# Attention Head Agency: Proof of Concept

This notebook demonstrates the benefits of attention head agency in the Sentinel-AI framework. We'll show how attention heads can express internal states and how the system respects these signals during computation.

In [None]:
!pip install transformers datasets torch matplotlib
%matplotlib inline

In [None]:
import sys
import os
import torch
import numpy as np
import time
import matplotlib.pyplot as plt
from transformers import AutoTokenizer

# Add the project root to the path
sys.path.insert(0, os.path.dirname(os.path.dirname(os.path.abspath('__file__'))))

from models.loaders.loader import load_baseline_model, load_adaptive_model

device = torch.device("cuda" if torch.cuda.is_available() else "cpu")
print(f"Using device: {device}")

## Step 1: Load Baseline and Adaptive Models

In [None]:
model_name = "distilgpt2"
tokenizer = AutoTokenizer.from_pretrained(model_name)

baseline_model = load_baseline_model(model_name, device)
adaptive_model = load_adaptive_model(model_name, baseline_model, device)

# Helper function for generating text
def generate_text(model, prompt, max_tokens=50):
    inputs = tokenizer(prompt, return_tensors="pt").to(device)
    
    start_time = time.time()
    outputs = model.generate(
        **inputs,
        max_length=len(inputs.input_ids[0]) + max_tokens,
        do_sample=True,
        temperature=0.7
    )
    end_time = time.time()
    
    generated_text = tokenizer.decode(outputs[0], skip_special_tokens=True)
    
    return {
        "text": generated_text,
        "time": end_time - start_time,
        "tokens_per_second": max_tokens / (end_time - start_time)
    }

## Step 2: Verify Agency Features Exist

In [None]:
# Check if the agency features are available
has_agency = hasattr(adaptive_model, "get_agency_report")
print(f"Agency features available: {has_agency}")

if has_agency:
    # Check agency report before any states are changed
    initial_report = adaptive_model.get_agency_report()
    print("Initial agency report:")
    print(f"Total layers: {initial_report['num_layers']}")
    print(f"Total violations: {initial_report['total_violations']}")
    
    # Check a specific layer
    if len(initial_report['layer_reports']) > 0:
        layer_idx = 0  # First layer
        layer_report = initial_report['layer_reports'].get(layer_idx, {})
        print(f"\nLayer {layer_idx} report:")
        for key, value in layer_report.items():
            if key != 'recent_violations':  # Skip lengthy violations list
                print(f"  {key}: {value}")
else:
    print("Agency features not found in the model. Make sure you're using the latest version with agency support.")

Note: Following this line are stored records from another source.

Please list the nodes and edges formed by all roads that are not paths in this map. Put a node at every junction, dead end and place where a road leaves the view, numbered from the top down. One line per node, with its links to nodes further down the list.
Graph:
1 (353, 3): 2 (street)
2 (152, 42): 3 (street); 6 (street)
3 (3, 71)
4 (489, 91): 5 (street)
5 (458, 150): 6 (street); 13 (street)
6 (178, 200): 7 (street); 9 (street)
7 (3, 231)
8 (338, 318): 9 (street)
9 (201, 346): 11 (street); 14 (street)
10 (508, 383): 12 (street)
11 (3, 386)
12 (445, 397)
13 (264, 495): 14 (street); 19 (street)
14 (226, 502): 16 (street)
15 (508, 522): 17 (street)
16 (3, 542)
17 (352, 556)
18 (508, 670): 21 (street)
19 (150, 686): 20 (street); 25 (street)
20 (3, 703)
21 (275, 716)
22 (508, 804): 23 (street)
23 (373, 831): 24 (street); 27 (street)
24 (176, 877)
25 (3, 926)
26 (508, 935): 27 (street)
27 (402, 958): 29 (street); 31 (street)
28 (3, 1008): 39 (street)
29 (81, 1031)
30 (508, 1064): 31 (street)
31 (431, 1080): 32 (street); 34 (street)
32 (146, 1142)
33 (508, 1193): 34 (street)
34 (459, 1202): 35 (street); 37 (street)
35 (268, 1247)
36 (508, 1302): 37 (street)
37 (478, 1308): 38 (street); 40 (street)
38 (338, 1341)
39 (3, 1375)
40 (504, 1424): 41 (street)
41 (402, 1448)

## Step 3: Test Generation with Default Agency States

In [None]:
prompts = [
    "Once upon a time in a land far away,",
    "The future of artificial intelligence depends on",
    "To solve the world's most pressing problems, we need to"
]

# Generate text with default agency states
print("Generating text with default agency states...\n")
default_results = {}

for idx, prompt in enumerate(prompts):
    print(f"Prompt {idx+1}: {prompt}")
    result = generate_text(adaptive_model, prompt)
    print(f"Generated: {result['text']}")
    print(f"Generation time: {result['time']:.2f} seconds")
    print(f"Tokens per second: {result['tokens_per_second']:.2f}")
    print()
    
    default_results[idx] = result

## Step 4: Simulate "Overloaded" State in Some Heads

In [None]:
if has_agency:
    # Set some heads to "overloaded" state in multiple layers
    num_layers = adaptive_model.num_layers
    heads_per_layer = 12  # Standard for distilgpt2
    
    # Mark a subset of heads as overloaded
    overloaded_heads = {}
    for layer_idx in range(num_layers):
        # Mark 1/3 of heads as overloaded in each layer
        for head_idx in range(0, heads_per_layer, 3):  # Every 3rd head
            adaptive_model.set_head_state(layer_idx, head_idx, "overloaded")
            if layer_idx not in overloaded_heads:
                overloaded_heads[layer_idx] = []
            overloaded_heads[layer_idx].append(head_idx)
    
    print("Set the following heads to 'overloaded' state:")
    for layer_idx, heads in overloaded_heads.items():
        print(f"Layer {layer_idx}: Heads {heads}")
    
    # Check agency report after setting states
    new_report = adaptive_model.get_agency_report()
    print("\nAgency report after setting states:")
    for layer_idx in range(num_layers):
        if layer_idx in new_report['layer_reports']:
            layer_report = new_report['layer_reports'][layer_idx]
            print(f"Layer {layer_idx}: {layer_report['active_heads']} active, {layer_report['overloaded_heads']} overloaded")
else:
    print("Agency features not available. Skipping this step.")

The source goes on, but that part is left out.